“My dear Miss Elizabeth,
“It has long been my desire to tell you how deeply——”
No! He tore up that too, and flung it into the waste-paper basket. Then he began to wonder with a sort of smarting uneasiness what Dick Stamford would put in his letter.
It was all very foolish, of course—the whole plan from that beginning of it in the Stamfords’ billiard-room was ridiculous to the last degree—but so, looked at in one way, are the chasings of the first white butterflies above a violet bank, and they are no less a part of springtime.
Andy got up and walked about the room; then he sat down again and began afresh, desperately—
“My dear Girl,
“I don’t know what to call you in a letter, because you are everything to me, and I can’t tell whether I am anything to you. But—”

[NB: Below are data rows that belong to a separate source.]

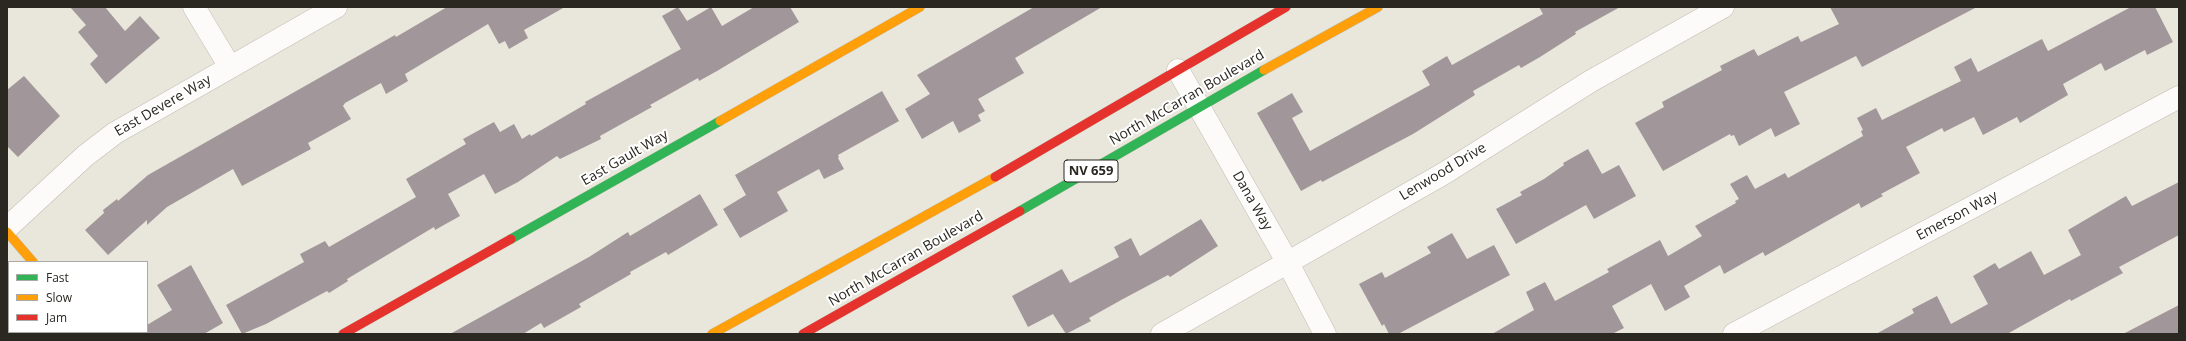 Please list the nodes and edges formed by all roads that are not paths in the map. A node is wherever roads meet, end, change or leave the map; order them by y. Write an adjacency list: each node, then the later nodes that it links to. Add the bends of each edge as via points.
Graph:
1 (194, 7): 7 (street)
2 (336, 7): 7 (street, East Devere Way)
3 (920, 7): 15 (main road, East Gault Way)
4 (1286, 7): 8 (main road, North McCarran Boulevard / NV 659)
5 (1378, 7): 10 (main road, North McCarran Boulevard / NV 659)
6 (1722, 7): 14 (street, Lenwood Drive, via 1591,81 1443,174)
7 (230, 67): 11 (street, East Devere Way, via 115,133 85,156)
8 (1178, 70): 10 (street, Dana Way); 16 (main road, North McCarran Boulevard / NV 659, via 976,188)
9 (2179, 97): 20 (street, Emerson Way)
10 (1199, 107): 14 (street, Dana Way); 17 (main road, North McCarran Boulevard / NV 659)
11 (7, 228)
12 (7, 232): 13 (main road)
13 (32, 261)
14 (1288, 263): 18 (street, Lenwood Drive); 19 (street, Dana Way)
15 (343, 334)
16 (712, 334)
17 (803, 334)
18 (1162, 334)
19 (1325, 334)
20 (1734, 334) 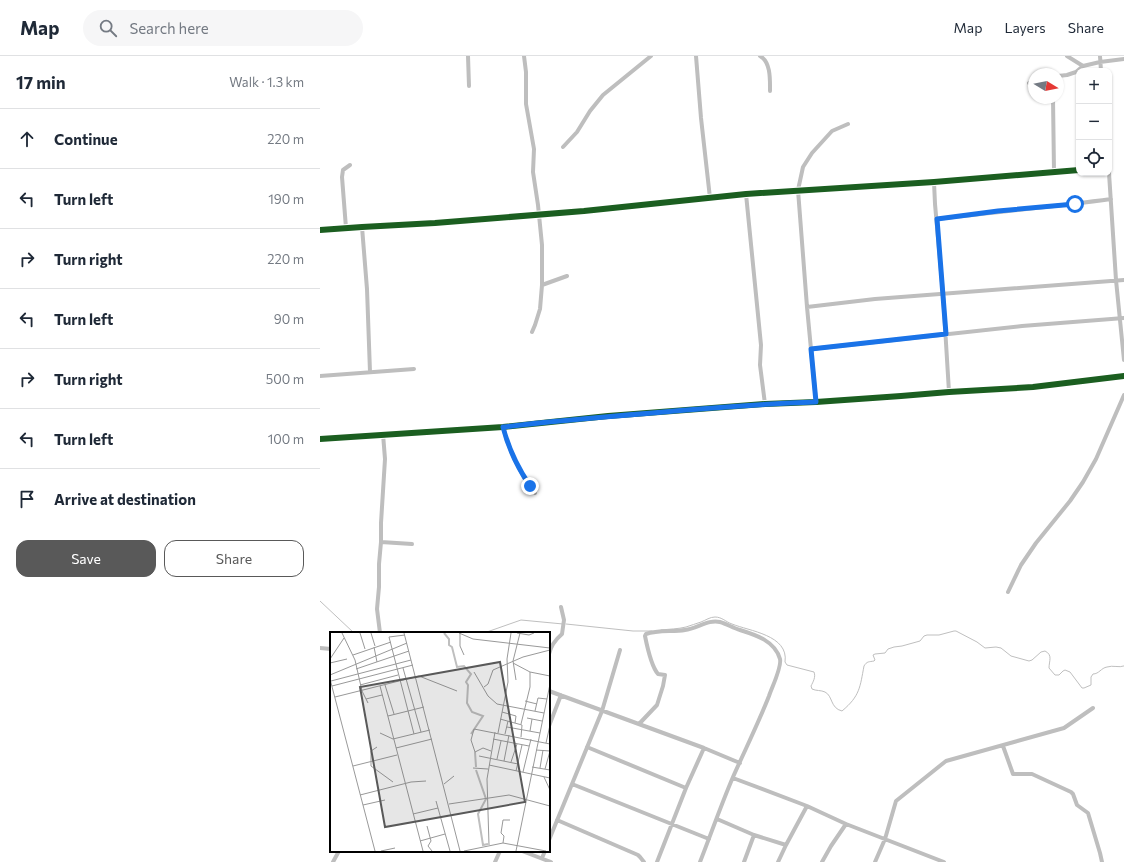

he paused, pen uplifted—that was surely a ring at the doorbell. As he waited, for he had been too much engrossed fully to take it in, another peal echoed through the sleeping house and made the matter certain.
Hastily flinging his papers into a drawer, he went to the door, wondering, with a sudden anxious tug at the heart as he ran along, who was ill among the Gaythorpe folk, or what baby might suddenly need christening? Brother Gulielmus felt like that when men came with horn lanterns to wake him at dead of night and pilot him to some deathbed where the Devil wanted a lot of fighting if the soul were to soar away from his clutches. The little old house was gone, but it stood on the same spot, and everything was shaping Andy into the same sort of man.
He clattered the chain down and flung open the door. A dim figure stood in the shadow of the porch without speaking. Andy peered forth, concerned for one of his flock.